Example of Overfitting

N.Marusich2016 <- length(unique(marusich2016_exp2$Pair))
k.Marusich2016 <- length(unique(marusich2016_exp2$SourceReliablity))
total.obs.Marusich2016 <- length(marusich2016_exp2$Pair)

We illustrate the consequences of overfitting/pseudoreplication using our data from @marusich2016. This dataset has a sample size of N = r N.Marusich2016 dyads (two participants working together), where each dyad has k = r k.Marusich2016 repeated measures of two variables: a total of r total.obs.Marusich2016 paired observations (N x k). The two measured variables were scores on the Mission Awareness Rating Scale (MARS) and target-capture time, both assessed in three separate experimental blocks.
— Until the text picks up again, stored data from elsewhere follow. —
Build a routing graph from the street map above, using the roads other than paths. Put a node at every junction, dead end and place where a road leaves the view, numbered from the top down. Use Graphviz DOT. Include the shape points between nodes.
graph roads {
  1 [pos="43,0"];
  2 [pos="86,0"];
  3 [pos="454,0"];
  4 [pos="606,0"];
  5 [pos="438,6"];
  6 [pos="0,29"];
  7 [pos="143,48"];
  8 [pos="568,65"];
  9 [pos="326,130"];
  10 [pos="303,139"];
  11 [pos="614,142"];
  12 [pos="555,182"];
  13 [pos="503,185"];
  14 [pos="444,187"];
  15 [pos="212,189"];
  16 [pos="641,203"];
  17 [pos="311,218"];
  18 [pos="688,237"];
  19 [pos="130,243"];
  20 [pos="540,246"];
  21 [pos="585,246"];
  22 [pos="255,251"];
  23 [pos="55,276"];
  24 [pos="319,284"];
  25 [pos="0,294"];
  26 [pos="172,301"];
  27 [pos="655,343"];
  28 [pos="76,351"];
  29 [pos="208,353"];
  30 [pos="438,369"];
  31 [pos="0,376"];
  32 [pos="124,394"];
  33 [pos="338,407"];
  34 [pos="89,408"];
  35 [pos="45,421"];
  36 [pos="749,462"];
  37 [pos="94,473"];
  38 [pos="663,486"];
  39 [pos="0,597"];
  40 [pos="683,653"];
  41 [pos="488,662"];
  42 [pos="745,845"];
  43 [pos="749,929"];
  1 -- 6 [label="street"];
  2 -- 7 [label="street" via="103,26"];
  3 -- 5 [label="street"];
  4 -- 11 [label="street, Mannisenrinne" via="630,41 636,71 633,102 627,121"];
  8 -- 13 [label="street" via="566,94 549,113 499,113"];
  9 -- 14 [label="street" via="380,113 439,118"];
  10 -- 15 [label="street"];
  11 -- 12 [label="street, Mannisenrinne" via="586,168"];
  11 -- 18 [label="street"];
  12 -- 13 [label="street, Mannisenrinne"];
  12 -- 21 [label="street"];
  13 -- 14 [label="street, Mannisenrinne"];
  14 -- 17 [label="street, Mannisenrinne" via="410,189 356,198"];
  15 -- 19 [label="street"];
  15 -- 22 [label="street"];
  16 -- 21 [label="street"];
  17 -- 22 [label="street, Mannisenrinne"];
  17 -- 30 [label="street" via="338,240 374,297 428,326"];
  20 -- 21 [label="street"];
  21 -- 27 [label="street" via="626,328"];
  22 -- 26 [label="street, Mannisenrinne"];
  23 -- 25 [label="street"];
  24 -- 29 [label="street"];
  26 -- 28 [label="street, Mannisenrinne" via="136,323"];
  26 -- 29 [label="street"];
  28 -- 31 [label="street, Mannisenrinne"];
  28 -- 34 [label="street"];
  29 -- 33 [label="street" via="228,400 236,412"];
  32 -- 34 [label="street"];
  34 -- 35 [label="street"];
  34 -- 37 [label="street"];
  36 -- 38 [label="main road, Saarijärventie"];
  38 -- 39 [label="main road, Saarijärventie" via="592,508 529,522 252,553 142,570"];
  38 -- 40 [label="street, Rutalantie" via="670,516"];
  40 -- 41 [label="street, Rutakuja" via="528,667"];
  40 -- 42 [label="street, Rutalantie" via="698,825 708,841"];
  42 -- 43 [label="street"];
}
Repeated measures correlation is a technique for assessing the within-subject (in this example, within-dyad) relationship between two variables; for example, does a dyad tend to demonstrate higher awareness scores in blocks where it also generates faster target-capture times? Sometimes, however, the relevant research question is about between-subject (dyad) associations; for example, do dyads who tend to perform better on one variable also tend to perform better on the other? To answer this second question, it may be tempting to treat the repeated measures data as independent. Below we demonstrate the potential consequences of this approach.

In the left figure, we fit a simple regression/correlation improperly treating the r total.obs.Marusich2016 total observations as independent units of analysis. In the right figure, we demonstrate one approach to analyzing the between (dyad) relationship without overfitting: averaging the data by the unit of analysis (dyad). Note this approach removes all within (dyad) information.

The x-axis depicts scores on the Mission Awareness Rating Scale (MARS), with higher values representing better situation awareness. The y-axis is target-capture times, the time in seconds to capture High Value Targets (HVT) during the task. Smaller values (faster times) represent better task performance. The band around each regression line is a 95\% confidence interval.

overfit.plot <- 
    ggplot(data = marusich2016_exp2, aes(x = MARS, y = HVT_capture)) +
    geom_point(aes(colour = factor(Pair))) +
    geom_smooth(method= "lm", level = 0.95) +
    coord_cartesian(xlim = c(2,4), ylim=c(0,30)) + 
    ylab("Capture Time (seconds)") + 
    theme_minimal() +
    theme(legend.position="none") 

marusich2016_avg <- marusich2016_exp2 %>%
                    group_by(Pair) %>%
                    summarize(Mean_MARS = mean(MARS),
                              Mean_HVT_capture = mean(HVT_capture))

average.plot <- 
    ggplot(data = marusich2016_avg, 
           aes(x = Mean_MARS, y = Mean_HVT_capture)) +
    geom_smooth(fullrange = TRUE, method= "lm", level = 0.95) +
    coord_cartesian(xlim = c(2,4), ylim=c(0,30)) +
    geom_point(aes(colour = factor(Pair))) +
    xlab("Mean MARS") +
    ylab("Mean Capture Time (seconds)") +
    scale_colour_discrete(name = "Dyad") +
    theme_minimal()

overfit.cor <- cor.test(marusich2016_exp2$MARS, marusich2016_exp2$HVT_capture)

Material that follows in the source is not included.